Data for review: Begin

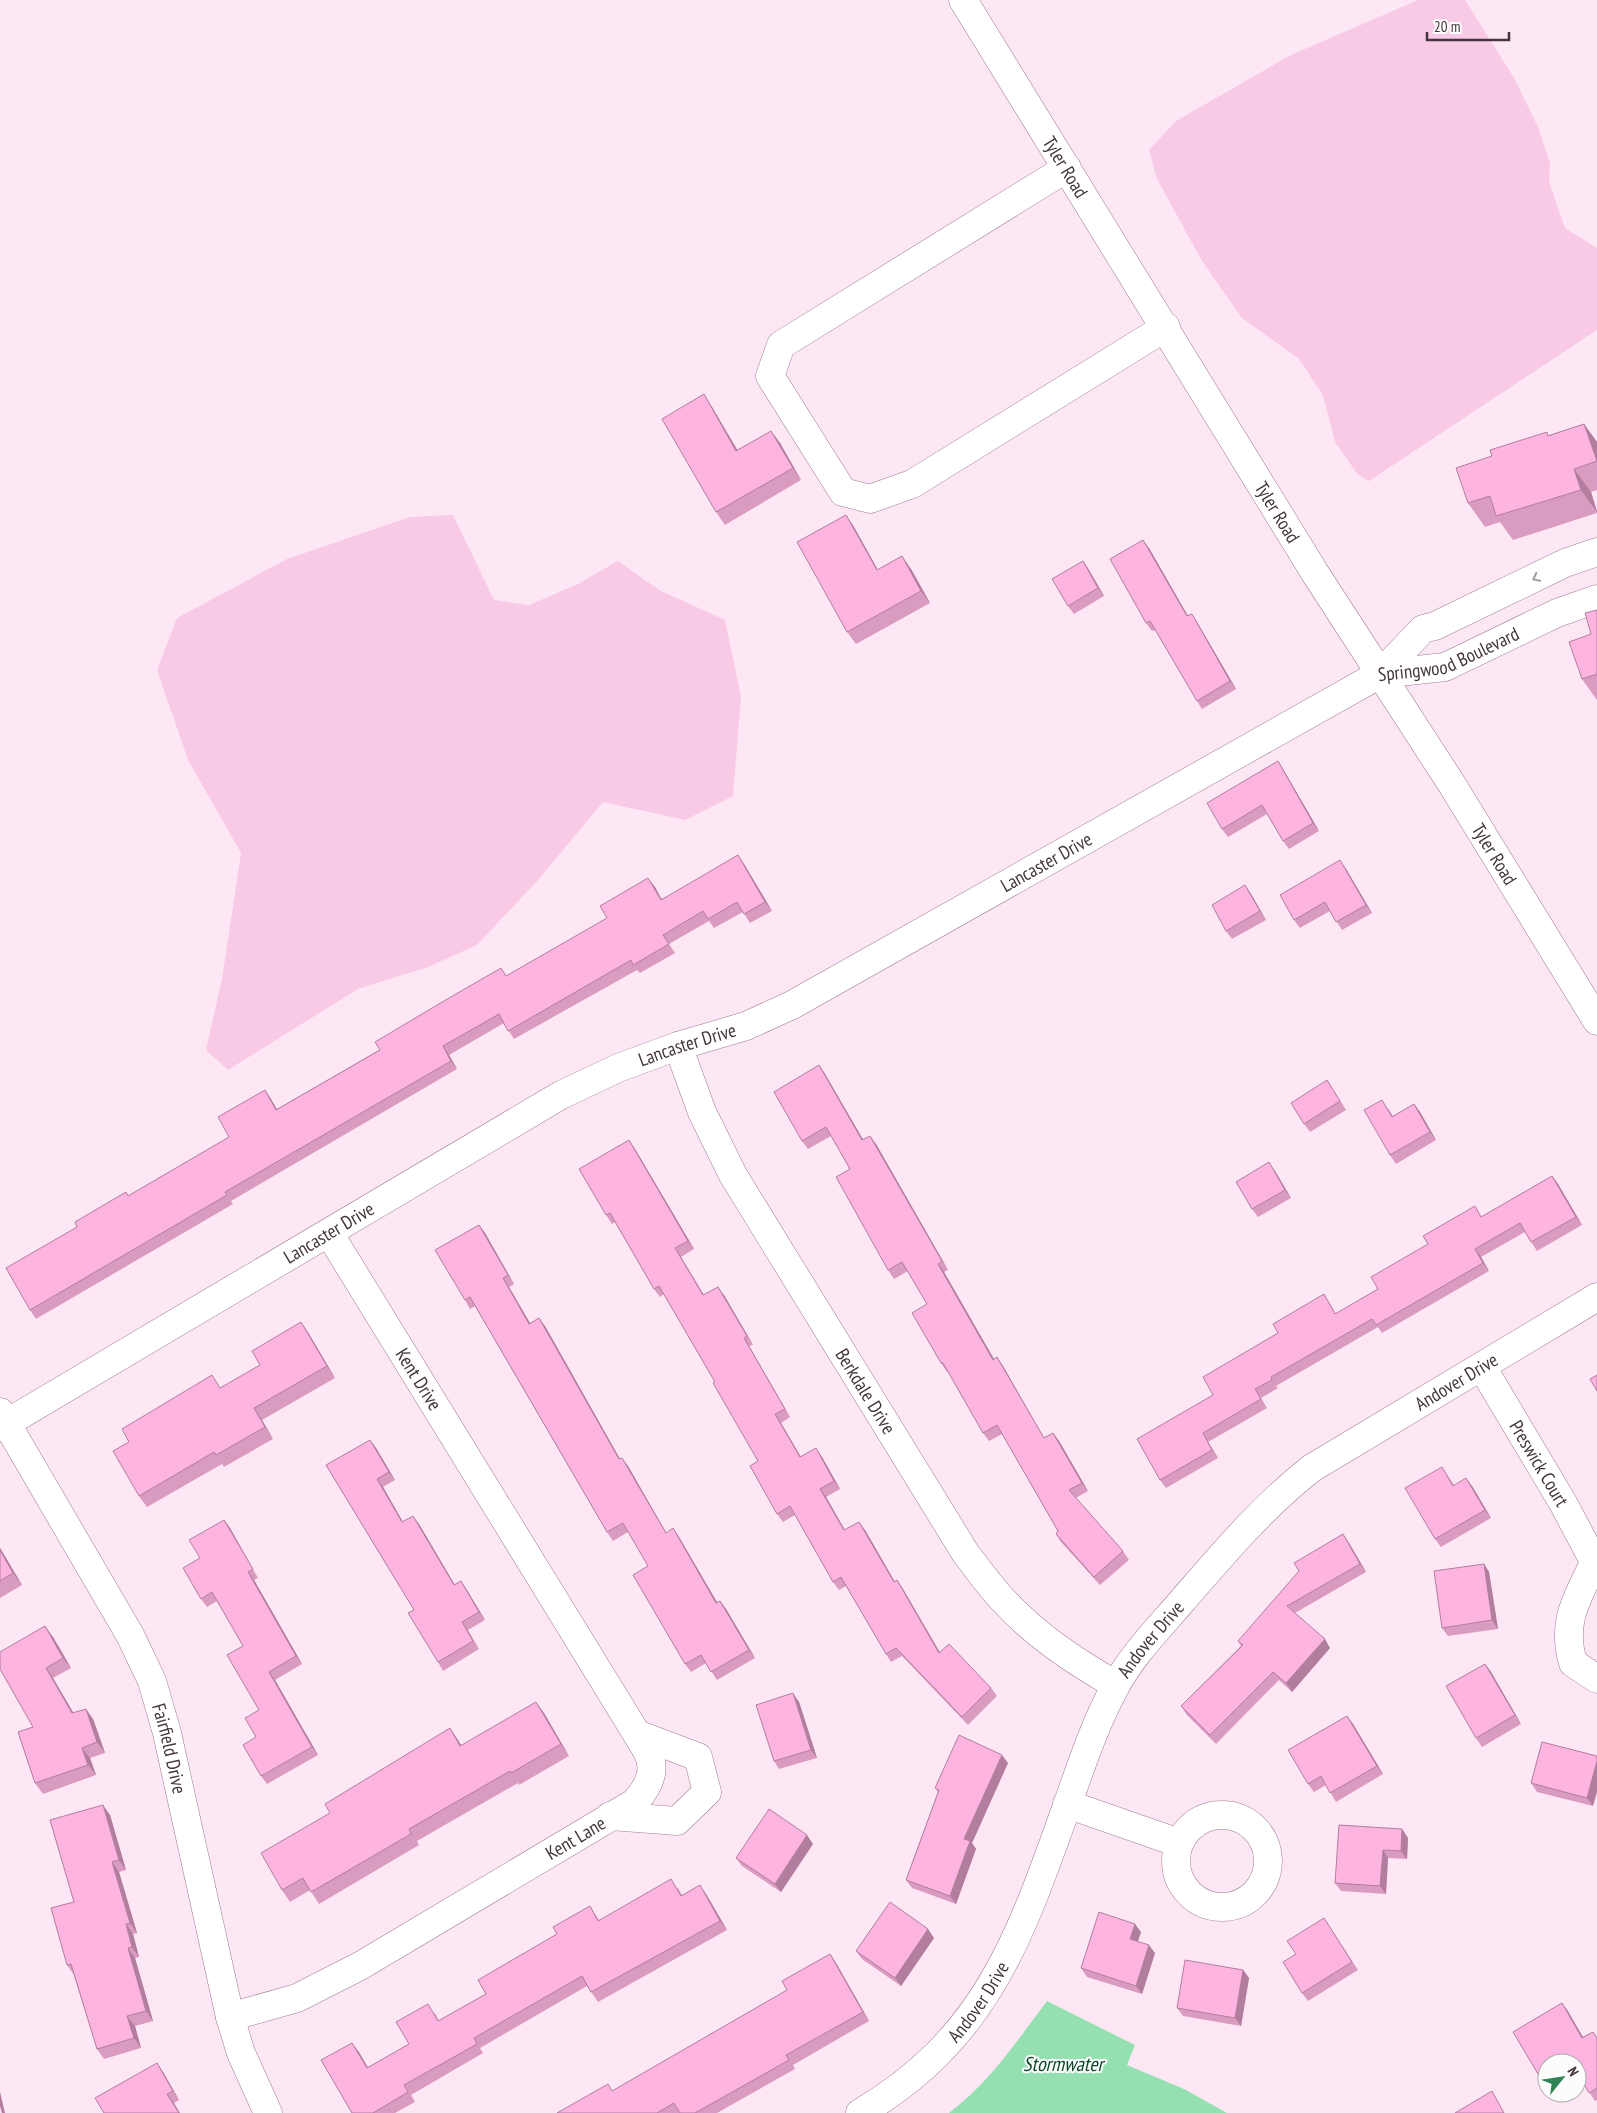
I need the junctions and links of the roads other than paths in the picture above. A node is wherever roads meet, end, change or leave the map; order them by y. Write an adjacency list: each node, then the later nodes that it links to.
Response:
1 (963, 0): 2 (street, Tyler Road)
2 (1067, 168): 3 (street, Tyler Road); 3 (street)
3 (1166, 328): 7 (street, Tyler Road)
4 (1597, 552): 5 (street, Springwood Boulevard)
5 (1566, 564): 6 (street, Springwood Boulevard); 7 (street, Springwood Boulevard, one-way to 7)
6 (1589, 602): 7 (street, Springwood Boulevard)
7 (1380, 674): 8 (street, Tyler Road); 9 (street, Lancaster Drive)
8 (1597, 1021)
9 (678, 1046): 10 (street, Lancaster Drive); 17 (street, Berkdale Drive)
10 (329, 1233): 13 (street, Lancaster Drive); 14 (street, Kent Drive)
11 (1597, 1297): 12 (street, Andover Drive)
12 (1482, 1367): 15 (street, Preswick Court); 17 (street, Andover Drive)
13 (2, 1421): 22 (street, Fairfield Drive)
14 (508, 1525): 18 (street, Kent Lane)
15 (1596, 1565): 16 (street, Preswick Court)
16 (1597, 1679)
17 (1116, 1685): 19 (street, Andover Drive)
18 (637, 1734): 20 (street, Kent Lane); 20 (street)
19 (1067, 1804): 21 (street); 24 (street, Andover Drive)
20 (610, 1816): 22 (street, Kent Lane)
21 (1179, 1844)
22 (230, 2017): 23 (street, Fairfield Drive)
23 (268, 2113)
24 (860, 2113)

Data for review: End

◆ **Problem**:
A word-for-word repetition of the data above, without pictures, is the expected answer.

◆ **Problem solution**:
I need the junctions and links of the roads other than paths in the picture above. A node is wherever roads meet, end, change or leave the map; order them by y. Write an adjacency list: each node, then the later nodes that it links to.
Response:
1 (963, 0): 2 (street, Tyler Road)
2 (1067, 168): 3 (street, Tyler Road); 3 (street)
3 (1166, 328): 7 (street, Tyler Road)
4 (1597, 552): 5 (street, Springwood Boulevard)
5 (1566, 564): 6 (street, Springwood Boulevard); 7 (street, Springwood Boulevard, one-way to 7)
6 (1589, 602): 7 (street, Springwood Boulevard)
7 (1380, 674): 8 (street, Tyler Road); 9 (street, Lancaster Drive)
8 (1597, 1021)
9 (678, 1046): 10 (street, Lancaster Drive); 17 (street, Berkdale Drive)
10 (329, 1233): 13 (street, Lancaster Drive); 14 (street, Kent Drive)
11 (1597, 1297): 12 (street, Andover Drive)
12 (1482, 1367): 15 (street, Preswick Court); 17 (street, Andover Drive)
13 (2, 1421): 22 (street, Fairfield Drive)
14 (508, 1525): 18 (street, Kent Lane)
15 (1596, 1565): 16 (street, Preswick Court)
16 (1597, 1679)
17 (1116, 1685): 19 (street, Andover Drive)
18 (637, 1734): 20 (street, Kent Lane); 20 (street)
19 (1067, 1804): 21 (street); 24 (street, Andover Drive)
20 (610, 1816): 22 (street, Kent Lane)
21 (1179, 1844)
22 (230, 2017): 23 (street, Fairfield Drive)
23 (268, 2113)
24 (860, 2113)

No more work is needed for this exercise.